Write out each record a second time, exactly.

- Material for the task
--------------------------------

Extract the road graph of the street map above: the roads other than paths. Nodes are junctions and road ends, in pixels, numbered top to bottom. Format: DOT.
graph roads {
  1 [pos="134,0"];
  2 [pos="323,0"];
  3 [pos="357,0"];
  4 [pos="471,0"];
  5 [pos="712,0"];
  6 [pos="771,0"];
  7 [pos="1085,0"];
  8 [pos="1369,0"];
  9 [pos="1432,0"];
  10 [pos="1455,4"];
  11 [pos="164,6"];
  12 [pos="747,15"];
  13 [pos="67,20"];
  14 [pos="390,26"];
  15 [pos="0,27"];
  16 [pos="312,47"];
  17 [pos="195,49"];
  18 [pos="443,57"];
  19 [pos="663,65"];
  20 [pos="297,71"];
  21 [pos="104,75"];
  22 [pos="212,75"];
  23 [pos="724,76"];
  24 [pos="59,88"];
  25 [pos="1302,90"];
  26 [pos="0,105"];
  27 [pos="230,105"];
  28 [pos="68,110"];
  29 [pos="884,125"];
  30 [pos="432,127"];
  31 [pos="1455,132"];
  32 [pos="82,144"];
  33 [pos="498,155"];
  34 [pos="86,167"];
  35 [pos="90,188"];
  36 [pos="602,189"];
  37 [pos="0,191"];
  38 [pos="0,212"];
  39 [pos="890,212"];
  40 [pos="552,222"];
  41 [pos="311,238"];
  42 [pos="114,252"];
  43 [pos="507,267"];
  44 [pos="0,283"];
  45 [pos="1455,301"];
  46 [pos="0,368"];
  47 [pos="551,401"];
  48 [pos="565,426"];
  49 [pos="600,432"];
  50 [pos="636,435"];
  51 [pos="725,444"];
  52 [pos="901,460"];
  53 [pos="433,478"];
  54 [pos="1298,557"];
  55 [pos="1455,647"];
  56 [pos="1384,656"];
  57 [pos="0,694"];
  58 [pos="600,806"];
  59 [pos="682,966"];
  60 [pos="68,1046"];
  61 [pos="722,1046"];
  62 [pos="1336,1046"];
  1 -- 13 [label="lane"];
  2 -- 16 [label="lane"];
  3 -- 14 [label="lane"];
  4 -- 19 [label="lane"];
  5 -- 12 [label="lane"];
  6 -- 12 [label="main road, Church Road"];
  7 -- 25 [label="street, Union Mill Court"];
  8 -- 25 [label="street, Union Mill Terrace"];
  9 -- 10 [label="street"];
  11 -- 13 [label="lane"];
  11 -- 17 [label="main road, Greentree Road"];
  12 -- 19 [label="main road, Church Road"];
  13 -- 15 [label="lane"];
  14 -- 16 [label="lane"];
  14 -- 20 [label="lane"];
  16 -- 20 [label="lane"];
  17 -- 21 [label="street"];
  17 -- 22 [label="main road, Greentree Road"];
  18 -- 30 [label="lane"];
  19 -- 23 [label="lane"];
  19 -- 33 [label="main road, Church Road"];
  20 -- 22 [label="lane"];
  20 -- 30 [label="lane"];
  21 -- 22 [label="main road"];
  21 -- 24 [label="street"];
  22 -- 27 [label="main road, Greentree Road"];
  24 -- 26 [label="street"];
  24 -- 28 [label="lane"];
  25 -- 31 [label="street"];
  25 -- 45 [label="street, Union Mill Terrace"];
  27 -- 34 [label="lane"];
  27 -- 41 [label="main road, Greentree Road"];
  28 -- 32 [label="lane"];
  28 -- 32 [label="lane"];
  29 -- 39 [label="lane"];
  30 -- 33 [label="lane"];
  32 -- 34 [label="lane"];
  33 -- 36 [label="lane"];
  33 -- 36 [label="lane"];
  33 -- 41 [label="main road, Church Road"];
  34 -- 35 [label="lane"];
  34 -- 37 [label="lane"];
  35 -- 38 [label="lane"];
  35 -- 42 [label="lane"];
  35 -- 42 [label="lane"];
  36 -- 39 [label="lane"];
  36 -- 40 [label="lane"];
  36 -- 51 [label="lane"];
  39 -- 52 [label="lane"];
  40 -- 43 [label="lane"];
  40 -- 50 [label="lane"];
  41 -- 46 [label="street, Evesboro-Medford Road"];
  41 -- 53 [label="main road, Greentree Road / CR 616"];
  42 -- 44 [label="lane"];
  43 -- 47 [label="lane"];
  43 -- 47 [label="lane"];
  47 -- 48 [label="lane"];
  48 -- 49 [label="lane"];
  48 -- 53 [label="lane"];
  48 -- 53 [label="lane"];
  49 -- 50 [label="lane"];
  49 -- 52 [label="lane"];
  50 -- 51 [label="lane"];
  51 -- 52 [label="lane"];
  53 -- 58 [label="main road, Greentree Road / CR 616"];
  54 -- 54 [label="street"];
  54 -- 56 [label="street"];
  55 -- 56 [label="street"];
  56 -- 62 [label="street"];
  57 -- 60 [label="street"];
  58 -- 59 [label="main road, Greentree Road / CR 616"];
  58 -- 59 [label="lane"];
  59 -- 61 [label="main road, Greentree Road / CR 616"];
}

--------------------------------

- Solved exercise
Extract the road graph of the street map above: the roads other than paths. Nodes are junctions and road ends, in pixels, numbered top to bottom. Format: DOT.
graph roads {
  1 [pos="134,0"];
  2 [pos="323,0"];
  3 [pos="357,0"];
  4 [pos="471,0"];
  5 [pos="712,0"];
  6 [pos="771,0"];
  7 [pos="1085,0"];
  8 [pos="1369,0"];
  9 [pos="1432,0"];
  10 [pos="1455,4"];
  11 [pos="164,6"];
  12 [pos="747,15"];
  13 [pos="67,20"];
  14 [pos="390,26"];
  15 [pos="0,27"];
  16 [pos="312,47"];
  17 [pos="195,49"];
  18 [pos="443,57"];
  19 [pos="663,65"];
  20 [pos="297,71"];
  21 [pos="104,75"];
  22 [pos="212,75"];
  23 [pos="724,76"];
  24 [pos="59,88"];
  25 [pos="1302,90"];
  26 [pos="0,105"];
  27 [pos="230,105"];
  28 [pos="68,110"];
  29 [pos="884,125"];
  30 [pos="432,127"];
  31 [pos="1455,132"];
  32 [pos="82,144"];
  33 [pos="498,155"];
  34 [pos="86,167"];
  35 [pos="90,188"];
  36 [pos="602,189"];
  37 [pos="0,191"];
  38 [pos="0,212"];
  39 [pos="890,212"];
  40 [pos="552,222"];
  41 [pos="311,238"];
  42 [pos="114,252"];
  43 [pos="507,267"];
  44 [pos="0,283"];
  45 [pos="1455,301"];
  46 [pos="0,368"];
  47 [pos="551,401"];
  48 [pos="565,426"];
  49 [pos="600,432"];
  50 [pos="636,435"];
  51 [pos="725,444"];
  52 [pos="901,460"];
  53 [pos="433,478"];
  54 [pos="1298,557"];
  55 [pos="1455,647"];
  56 [pos="1384,656"];
  57 [pos="0,694"];
  58 [pos="600,806"];
  59 [pos="682,966"];
  60 [pos="68,1046"];
  61 [pos="722,1046"];
  62 [pos="1336,1046"];
  1 -- 13 [label="lane"];
  2 -- 16 [label="lane"];
  3 -- 14 [label="lane"];
  4 -- 19 [label="lane"];
  5 -- 12 [label="lane"];
  6 -- 12 [label="main road, Church Road"];
  7 -- 25 [label="street, Union Mill Court"];
  8 -- 25 [label="street, Union Mill Terrace"];
  9 -- 10 [label="street"];
  11 -- 13 [label="lane"];
  11 -- 17 [label="main road, Greentree Road"];
  12 -- 19 [label="main road, Church Road"];
  13 -- 15 [label="lane"];
  14 -- 16 [label="lane"];
  14 -- 20 [label="lane"];
  16 -- 20 [label="lane"];
  17 -- 21 [label="street"];
  17 -- 22 [label="main road, Greentree Road"];
  18 -- 30 [label="lane"];
  19 -- 23 [label="lane"];
  19 -- 33 [label="main road, Church Road"];
  20 -- 22 [label="lane"];
  20 -- 30 [label="lane"];
  21 -- 22 [label="main road"];
  21 -- 24 [label="street"];
  22 -- 27 [label="main road, Greentree Road"];
  24 -- 26 [label="street"];
  24 -- 28 [label="lane"];
  25 -- 31 [label="street"];
  25 -- 45 [label="street, Union Mill Terrace"];
  27 -- 34 [label="lane"];
  27 -- 41 [label="main road, Greentree Road"];
  28 -- 32 [label="lane"];
  28 -- 32 [label="lane"];
  29 -- 39 [label="lane"];
  30 -- 33 [label="lane"];
  32 -- 34 [label="lane"];
  33 -- 36 [label="lane"];
  33 -- 36 [label="lane"];
  33 -- 41 [label="main road, Church Road"];
  34 -- 35 [label="lane"];
  34 -- 37 [label="lane"];
  35 -- 38 [label="lane"];
  35 -- 42 [label="lane"];
  35 -- 42 [label="lane"];
  36 -- 39 [label="lane"];
  36 -- 40 [label="lane"];
  36 -- 51 [label="lane"];
  39 -- 52 [label="lane"];
  40 -- 43 [label="lane"];
  40 -- 50 [label="lane"];
  41 -- 46 [label="street, Evesboro-Medford Road"];
  41 -- 53 [label="main road, Greentree Road / CR 616"];
  42 -- 44 [label="lane"];
  43 -- 47 [label="lane"];
  43 -- 47 [label="lane"];
  47 -- 48 [label="lane"];
  48 -- 49 [label="lane"];
  48 -- 53 [label="lane"];
  48 -- 53 [label="lane"];
  49 -- 50 [label="lane"];
  49 -- 52 [label="lane"];
  50 -- 51 [label="lane"];
  51 -- 52 [label="lane"];
  53 -- 58 [label="main road, Greentree Road / CR 616"];
  54 -- 54 [label="street"];
  54 -- 56 [label="street"];
  55 -- 56 [label="street"];
  56 -- 62 [label="street"];
  57 -- 60 [label="street"];
  58 -- 59 [label="main road, Greentree Road / CR 616"];
  58 -- 59 [label="lane"];
  59 -- 61 [label="main road, Greentree Road / CR 616"];
}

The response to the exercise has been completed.